▶ **YOUR OBJECTIVE**
Write out all the data again, exactly as shown.

▶ **RECORDS PROVIDED**
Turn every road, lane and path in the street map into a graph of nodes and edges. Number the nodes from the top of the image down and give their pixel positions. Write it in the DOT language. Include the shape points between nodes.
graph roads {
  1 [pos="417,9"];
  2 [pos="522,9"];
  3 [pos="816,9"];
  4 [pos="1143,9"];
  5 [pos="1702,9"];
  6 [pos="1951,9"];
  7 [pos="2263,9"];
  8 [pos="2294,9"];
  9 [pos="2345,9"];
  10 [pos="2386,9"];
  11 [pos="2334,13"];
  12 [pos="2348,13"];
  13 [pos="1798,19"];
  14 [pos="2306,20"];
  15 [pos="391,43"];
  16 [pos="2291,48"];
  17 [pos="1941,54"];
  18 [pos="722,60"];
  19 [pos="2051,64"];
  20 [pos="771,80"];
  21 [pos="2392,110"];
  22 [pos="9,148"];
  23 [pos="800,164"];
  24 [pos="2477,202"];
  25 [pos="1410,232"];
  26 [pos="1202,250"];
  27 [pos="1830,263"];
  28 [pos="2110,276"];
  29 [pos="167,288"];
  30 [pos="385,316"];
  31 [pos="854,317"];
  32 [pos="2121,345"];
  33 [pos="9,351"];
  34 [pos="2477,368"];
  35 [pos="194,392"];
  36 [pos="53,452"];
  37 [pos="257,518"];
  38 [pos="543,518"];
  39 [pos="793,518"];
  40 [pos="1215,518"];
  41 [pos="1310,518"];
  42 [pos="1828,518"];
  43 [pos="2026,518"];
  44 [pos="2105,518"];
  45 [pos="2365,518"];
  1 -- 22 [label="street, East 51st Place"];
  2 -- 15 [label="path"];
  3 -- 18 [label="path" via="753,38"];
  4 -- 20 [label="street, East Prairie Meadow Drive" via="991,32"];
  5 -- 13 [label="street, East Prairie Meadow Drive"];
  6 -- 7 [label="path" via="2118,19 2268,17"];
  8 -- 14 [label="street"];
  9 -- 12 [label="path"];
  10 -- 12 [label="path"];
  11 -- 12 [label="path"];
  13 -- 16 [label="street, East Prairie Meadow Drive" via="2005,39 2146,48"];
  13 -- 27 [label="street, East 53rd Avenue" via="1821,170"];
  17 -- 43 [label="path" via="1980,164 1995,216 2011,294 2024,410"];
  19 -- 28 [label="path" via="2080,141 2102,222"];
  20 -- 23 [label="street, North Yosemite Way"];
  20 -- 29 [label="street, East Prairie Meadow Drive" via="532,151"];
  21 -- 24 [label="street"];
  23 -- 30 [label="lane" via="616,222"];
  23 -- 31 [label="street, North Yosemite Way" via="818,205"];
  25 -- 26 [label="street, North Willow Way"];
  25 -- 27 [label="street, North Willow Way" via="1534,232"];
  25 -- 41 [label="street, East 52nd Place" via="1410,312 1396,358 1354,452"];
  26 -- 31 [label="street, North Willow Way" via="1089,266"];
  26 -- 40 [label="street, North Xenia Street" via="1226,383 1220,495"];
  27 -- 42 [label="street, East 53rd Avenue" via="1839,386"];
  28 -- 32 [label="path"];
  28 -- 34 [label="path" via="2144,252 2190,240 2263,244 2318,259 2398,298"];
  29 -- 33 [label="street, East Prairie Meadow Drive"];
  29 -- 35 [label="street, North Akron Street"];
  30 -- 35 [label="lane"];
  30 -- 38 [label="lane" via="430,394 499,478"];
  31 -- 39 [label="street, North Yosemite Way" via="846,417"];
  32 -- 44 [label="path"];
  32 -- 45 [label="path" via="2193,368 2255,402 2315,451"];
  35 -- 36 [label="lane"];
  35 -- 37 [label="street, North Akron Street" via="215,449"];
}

▶ **ANSWER BELOW**
Turn every road, lane and path in the street map into a graph of nodes and edges. Number the nodes from the top of the image down and give their pixel positions. Write it in the DOT language. Include the shape points between nodes.
graph roads {
  1 [pos="417,9"];
  2 [pos="522,9"];
  3 [pos="816,9"];
  4 [pos="1143,9"];
  5 [pos="1702,9"];
  6 [pos="1951,9"];
  7 [pos="2263,9"];
  8 [pos="2294,9"];
  9 [pos="2345,9"];
  10 [pos="2386,9"];
  11 [pos="2334,13"];
  12 [pos="2348,13"];
  13 [pos="1798,19"];
  14 [pos="2306,20"];
  15 [pos="391,43"];
  16 [pos="2291,48"];
  17 [pos="1941,54"];
  18 [pos="722,60"];
  19 [pos="2051,64"];
  20 [pos="771,80"];
  21 [pos="2392,110"];
  22 [pos="9,148"];
  23 [pos="800,164"];
  24 [pos="2477,202"];
  25 [pos="1410,232"];
  26 [pos="1202,250"];
  27 [pos="1830,263"];
  28 [pos="2110,276"];
  29 [pos="167,288"];
  30 [pos="385,316"];
  31 [pos="854,317"];
  32 [pos="2121,345"];
  33 [pos="9,351"];
  34 [pos="2477,368"];
  35 [pos="194,392"];
  36 [pos="53,452"];
  37 [pos="257,518"];
  38 [pos="543,518"];
  39 [pos="793,518"];
  40 [pos="1215,518"];
  41 [pos="1310,518"];
  42 [pos="1828,518"];
  43 [pos="2026,518"];
  44 [pos="2105,518"];
  45 [pos="2365,518"];
  1 -- 22 [label="street, East 51st Place"];
  2 -- 15 [label="path"];
  3 -- 18 [label="path" via="753,38"];
  4 -- 20 [label="street, East Prairie Meadow Drive" via="991,32"];
  5 -- 13 [label="street, East Prairie Meadow Drive"];
  6 -- 7 [label="path" via="2118,19 2268,17"];
  8 -- 14 [label="street"];
  9 -- 12 [label="path"];
  10 -- 12 [label="path"];
  11 -- 12 [label="path"];
  13 -- 16 [label="street, East Prairie Meadow Drive" via="2005,39 2146,48"];
  13 -- 27 [label="street, East 53rd Avenue" via="1821,170"];
  17 -- 43 [label="path" via="1980,164 1995,216 2011,294 2024,410"];
  19 -- 28 [label="path" via="2080,141 2102,222"];
  20 -- 23 [label="street, North Yosemite Way"];
  20 -- 29 [label="street, East Prairie Meadow Drive" via="532,151"];
  21 -- 24 [label="street"];
  23 -- 30 [label="lane" via="616,222"];
  23 -- 31 [label="street, North Yosemite Way" via="818,205"];
  25 -- 26 [label="street, North Willow Way"];
  25 -- 27 [label="street, North Willow Way" via="1534,232"];
  25 -- 41 [label="street, East 52nd Place" via="1410,312 1396,358 1354,452"];
  26 -- 31 [label="street, North Willow Way" via="1089,266"];
  26 -- 40 [label="street, North Xenia Street" via="1226,383 1220,495"];
  27 -- 42 [label="street, East 53rd Avenue" via="1839,386"];
  28 -- 32 [label="path"];
  28 -- 34 [label="path" via="2144,252 2190,240 2263,244 2318,259 2398,298"];
  29 -- 33 [label="street, East Prairie Meadow Drive"];
  29 -- 35 [label="street, North Akron Street"];
  30 -- 35 [label="lane"];
  30 -- 38 [label="lane" via="430,394 499,478"];
  31 -- 39 [label="street, North Yosemite Way" via="846,417"];
  32 -- 44 [label="path"];
  32 -- 45 [label="path" via="2193,368 2255,402 2315,451"];
  35 -- 36 [label="lane"];
  35 -- 37 [label="street, North Akron Street" via="215,449"];
}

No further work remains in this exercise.